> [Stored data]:
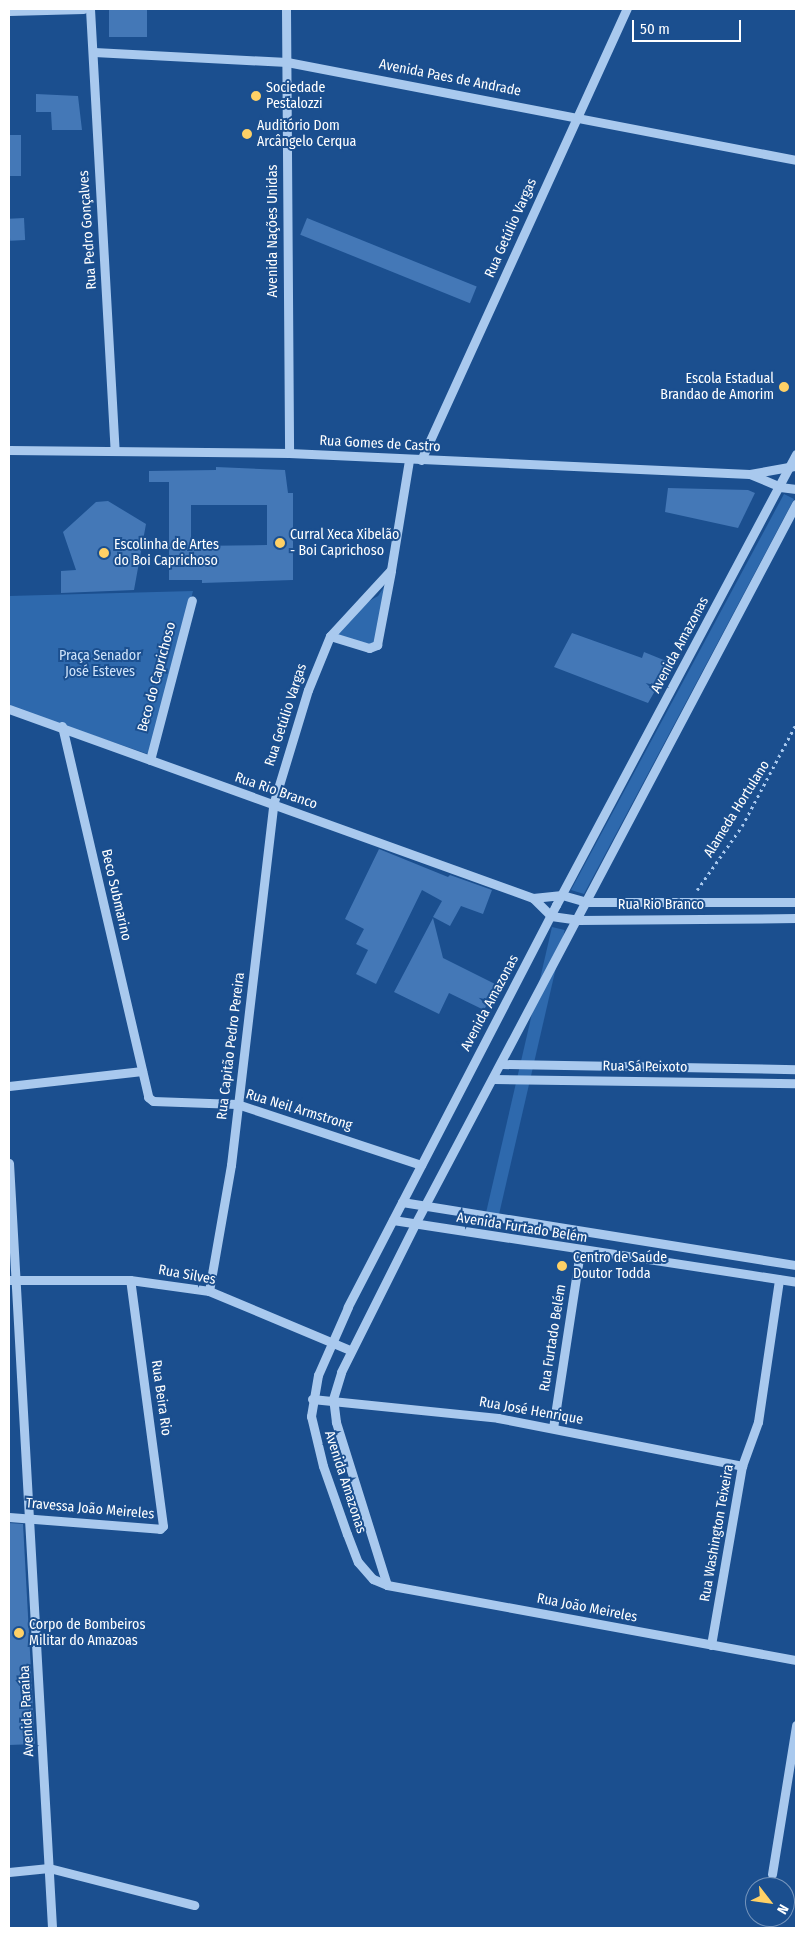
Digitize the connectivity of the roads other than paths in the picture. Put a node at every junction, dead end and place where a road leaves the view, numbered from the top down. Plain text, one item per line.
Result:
1 (83, 9) edge
2 (90, 9) edge
3 (286, 9) edge
4 (628, 9) edge
5 (9, 11) edge
6 (94, 52) junction
7 (286, 62) junction
8 (577, 116) junction
9 (796, 160) edge
10 (9, 450) edge
11 (115, 450) junction
12 (289, 453) junction
13 (796, 454) edge
14 (409, 460) junction
15 (421, 460) junction
16 (793, 466) edge
17 (750, 474) junction
18 (780, 487) junction
19 (796, 489) edge
20 (796, 504) edge
21 (391, 570) junction
22 (192, 600) dead end
23 (330, 636) junction
24 (9, 709) edge
25 (62, 726) junction
26 (150, 760) junction
27 (273, 804) junction
28 (562, 896) junction
29 (533, 898) junction
30 (587, 902) junction
31 (796, 902) edge
32 (551, 916) junction
33 (796, 918) edge
34 (578, 920) junction
35 (502, 1064) junction
36 (796, 1069) edge
37 (142, 1071) junction
38 (494, 1079) junction
39 (796, 1083) edge
40 (9, 1086) edge
41 (237, 1104) junction
42 (9, 1163) edge
43 (421, 1165) junction
44 (402, 1202) junction
45 (424, 1206) junction
46 (393, 1220) junction
47 (414, 1226) junction
48 (580, 1251) junction
49 (752, 1258) junction
50 (796, 1265) edge
51 (749, 1273) junction
52 (12, 1280) edge
53 (130, 1280) junction
54 (780, 1280) junction
55 (796, 1282) edge
56 (209, 1291) junction
57 (331, 1342) junction
58 (350, 1350) junction
59 (312, 1398) junction
60 (333, 1399) junction
61 (553, 1428) junction
62 (742, 1466) junction
63 (9, 1517) edge
64 (30, 1517) junction
65 (164, 1521) joint
66 (373, 1579) joint
67 (388, 1584) junction
68 (711, 1645) junction
69 (796, 1660) edge
70 (796, 1725) edge
71 (49, 1868) junction
72 (9, 1872) edge
73 (772, 1874) dead end
74 (194, 1905) dead end
75 (52, 1928) edge

1 - 5 street
2 - 6 street, Rua Pedro Gonçalves
3 - 7 street, Avenida Nações Unidas
4 - 8 street, Rua Getúlio Vargas
6 - 7 street, Avenida Paes de Andrade
6 - 11 street, Rua Pedro Gonçalves
7 - 8 street, Avenida Paes de Andrade
7 - 12 street, Avenida Nações Unidas
8 - 9 street, Avenida Paes de Andrade
8 - 15 street, Rua Getúlio Vargas
10 - 11 street, Rua Gomes de Castro
11 - 12 street, Rua Gomes de Castro
12 - 14 street, Rua Gomes de Castro
13 - 16 street, Avenida Amazonas
14 - 15 street, Rua Gomes de Castro
14 - 21 street
15 - 17 street, Rua Gomes de Castro
16 - 17 street, Rua Gomes de Castro
16 - 18 street, Avenida Amazonas
17 - 18 street, Rua Gomes de Castro
18 - 19 street, Rua Gomes de Castro
18 - 28 street, Avenida Amazonas
20 - 30 street
21 - 23 street, Rua Getúlio Vargas
21 - 23 street
22 - 26 street, Beco do Caprichoso
23 - 27 street, Rua Getúlio Vargas
24 - 25 street, Rua Rio Branco
25 - 26 street, Rua Rio Branco
25 - 37 street, Beco Submarino
26 - 27 street, Rua Rio Branco
27 - 29 street, Rua Rio Branco
27 - 41 street, Rua Capitão Pedro Pereira
28 - 29 street, Rua Rio Branco
28 - 30 street, Rua Rio Branco
28 - 32 street, Avenida Amazonas
29 - 32 street, Rua Rio Branco
30 - 31 street, Rua Rio Branco
30 - 34 street
32 - 34 street, Rua Rio Branco
32 - 43 street, Avenida Amazonas
33 - 34 street, Rua Rio Branco
34 - 35 street
35 - 36 street, Rua Sá Peixoto
35 - 38 street
37 - 40 street
37 - 41 street, Rua Neil Armstrong
38 - 39 street, Rua Sá Peixoto
38 - 45 street
41 - 43 street, Rua Neil Armstrong
41 - 56 street, Rua Capitão Pedro Pereira
42 - 52 street, Avenida Paraíba
43 - 44 street, Avenida Amazonas
44 - 45 street, Avenida Furtado Belém
44 - 46 street, Avenida Amazonas
45 - 47 street
45 - 49 street, Avenida Furtado Belém
46 - 47 street, Avenida Furtado Belém
46 - 57 street, Avenida Amazonas
47 - 48 street, Avenida Furtado Belém
47 - 58 street
48 - 51 street, Avenida Furtado Belém
48 - 61 street, Rua Furtado Belém
49 - 50 street, Avenida Furtado Belém
49 - 51 street
51 - 54 street, Avenida Furtado Belém
52 - 53 street, Rua Silves
52 - 64 street, Avenida Paraíba
53 - 56 street, Rua Silves
53 - 65 street, Rua Beira Rio
54 - 55 street, Avenida Furtado Belém
54 - 62 street, Rua Washington Teixeira
56 - 57 street, Rua Silves
57 - 58 street, Rua Silves
57 - 59 street, Avenida Amazonas
58 - 60 street
59 - 60 street, Rua José Henrique
59 - 66 street, Avenida Amazonas
60 - 61 street, Rua José Henrique
60 - 67 street, Avenida Amazonas
61 - 62 street, Rua José Henrique
62 - 68 street, Rua Washington Teixeira
63 - 64 street, Travessa João Meireles
64 - 65 street, Travessa João Meireles
64 - 71 street, Avenida Paraíba
66 - 67 street, Rua João Meireles
67 - 68 street, Rua João Meireles
68 - 69 street, Rua João Meireles
70 - 73 street
71 - 72 street
71 - 74 street
71 - 75 street, Avenida Paraíba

> [Work task]: With the pictures set aside, repeat every entry above exactly.

> [Your response]:
Digitize the connectivity of the roads other than paths in the picture. Put a node at every junction, dead end and place where a road leaves the view, numbered from the top down. Plain text, one item per line.
Result:
1 (83, 9) edge
2 (90, 9) edge
3 (286, 9) edge
4 (628, 9) edge
5 (9, 11) edge
6 (94, 52) junction
7 (286, 62) junction
8 (577, 116) junction
9 (796, 160) edge
10 (9, 450) edge
11 (115, 450) junction
12 (289, 453) junction
13 (796, 454) edge
14 (409, 460) junction
15 (421, 460) junction
16 (793, 466) edge
17 (750, 474) junction
18 (780, 487) junction
19 (796, 489) edge
20 (796, 504) edge
21 (391, 570) junction
22 (192, 600) dead end
23 (330, 636) junction
24 (9, 709) edge
25 (62, 726) junction
26 (150, 760) junction
27 (273, 804) junction
28 (562, 896) junction
29 (533, 898) junction
30 (587, 902) junction
31 (796, 902) edge
32 (551, 916) junction
33 (796, 918) edge
34 (578, 920) junction
35 (502, 1064) junction
36 (796, 1069) edge
37 (142, 1071) junction
38 (494, 1079) junction
39 (796, 1083) edge
40 (9, 1086) edge
41 (237, 1104) junction
42 (9, 1163) edge
43 (421, 1165) junction
44 (402, 1202) junction
45 (424, 1206) junction
46 (393, 1220) junction
47 (414, 1226) junction
48 (580, 1251) junction
49 (752, 1258) junction
50 (796, 1265) edge
51 (749, 1273) junction
52 (12, 1280) edge
53 (130, 1280) junction
54 (780, 1280) junction
55 (796, 1282) edge
56 (209, 1291) junction
57 (331, 1342) junction
58 (350, 1350) junction
59 (312, 1398) junction
60 (333, 1399) junction
61 (553, 1428) junction
62 (742, 1466) junction
63 (9, 1517) edge
64 (30, 1517) junction
65 (164, 1521) joint
66 (373, 1579) joint
67 (388, 1584) junction
68 (711, 1645) junction
69 (796, 1660) edge
70 (796, 1725) edge
71 (49, 1868) junction
72 (9, 1872) edge
73 (772, 1874) dead end
74 (194, 1905) dead end
75 (52, 1928) edge

1 - 5 street
2 - 6 street, Rua Pedro Gonçalves
3 - 7 street, Avenida Nações Unidas
4 - 8 street, Rua Getúlio Vargas
6 - 7 street, Avenida Paes de Andrade
6 - 11 street, Rua Pedro Gonçalves
7 - 8 street, Avenida Paes de Andrade
7 - 12 street, Avenida Nações Unidas
8 - 9 street, Avenida Paes de Andrade
8 - 15 street, Rua Getúlio Vargas
10 - 11 street, Rua Gomes de Castro
11 - 12 street, Rua Gomes de Castro
12 - 14 street, Rua Gomes de Castro
13 - 16 street, Avenida Amazonas
14 - 15 street, Rua Gomes de Castro
14 - 21 street
15 - 17 street, Rua Gomes de Castro
16 - 17 street, Rua Gomes de Castro
16 - 18 street, Avenida Amazonas
17 - 18 street, Rua Gomes de Castro
18 - 19 street, Rua Gomes de Castro
18 - 28 street, Avenida Amazonas
20 - 30 street
21 - 23 street, Rua Getúlio Vargas
21 - 23 street
22 - 26 street, Beco do Caprichoso
23 - 27 street, Rua Getúlio Vargas
24 - 25 street, Rua Rio Branco
25 - 26 street, Rua Rio Branco
25 - 37 street, Beco Submarino
26 - 27 street, Rua Rio Branco
27 - 29 street, Rua Rio Branco
27 - 41 street, Rua Capitão Pedro Pereira
28 - 29 street, Rua Rio Branco
28 - 30 street, Rua Rio Branco
28 - 32 street, Avenida Amazonas
29 - 32 street, Rua Rio Branco
30 - 31 street, Rua Rio Branco
30 - 34 street
32 - 34 street, Rua Rio Branco
32 - 43 street, Avenida Amazonas
33 - 34 street, Rua Rio Branco
34 - 35 street
35 - 36 street, Rua Sá Peixoto
35 - 38 street
37 - 40 street
37 - 41 street, Rua Neil Armstrong
38 - 39 street, Rua Sá Peixoto
38 - 45 street
41 - 43 street, Rua Neil Armstrong
41 - 56 street, Rua Capitão Pedro Pereira
42 - 52 street, Avenida Paraíba
43 - 44 street, Avenida Amazonas
44 - 45 street, Avenida Furtado Belém
44 - 46 street, Avenida Amazonas
45 - 47 street
45 - 49 street, Avenida Furtado Belém
46 - 47 street, Avenida Furtado Belém
46 - 57 street, Avenida Amazonas
47 - 48 street, Avenida Furtado Belém
47 - 58 street
48 - 51 street, Avenida Furtado Belém
48 - 61 street, Rua Furtado Belém
49 - 50 street, Avenida Furtado Belém
49 - 51 street
51 - 54 street, Avenida Furtado Belém
52 - 53 street, Rua Silves
52 - 64 street, Avenida Paraíba
53 - 56 street, Rua Silves
53 - 65 street, Rua Beira Rio
54 - 55 street, Avenida Furtado Belém
54 - 62 street, Rua Washington Teixeira
56 - 57 street, Rua Silves
57 - 58 street, Rua Silves
57 - 59 street, Avenida Amazonas
58 - 60 street
59 - 60 street, Rua José Henrique
59 - 66 street, Avenida Amazonas
60 - 61 street, Rua José Henrique
60 - 67 street, Avenida Amazonas
61 - 62 street, Rua José Henrique
62 - 68 street, Rua Washington Teixeira
63 - 64 street, Travessa João Meireles
64 - 65 street, Travessa João Meireles
64 - 71 street, Avenida Paraíba
66 - 67 street, Rua João Meireles
67 - 68 street, Rua João Meireles
68 - 69 street, Rua João Meireles
70 - 73 street
71 - 72 street
71 - 74 street
71 - 75 street, Avenida Paraíba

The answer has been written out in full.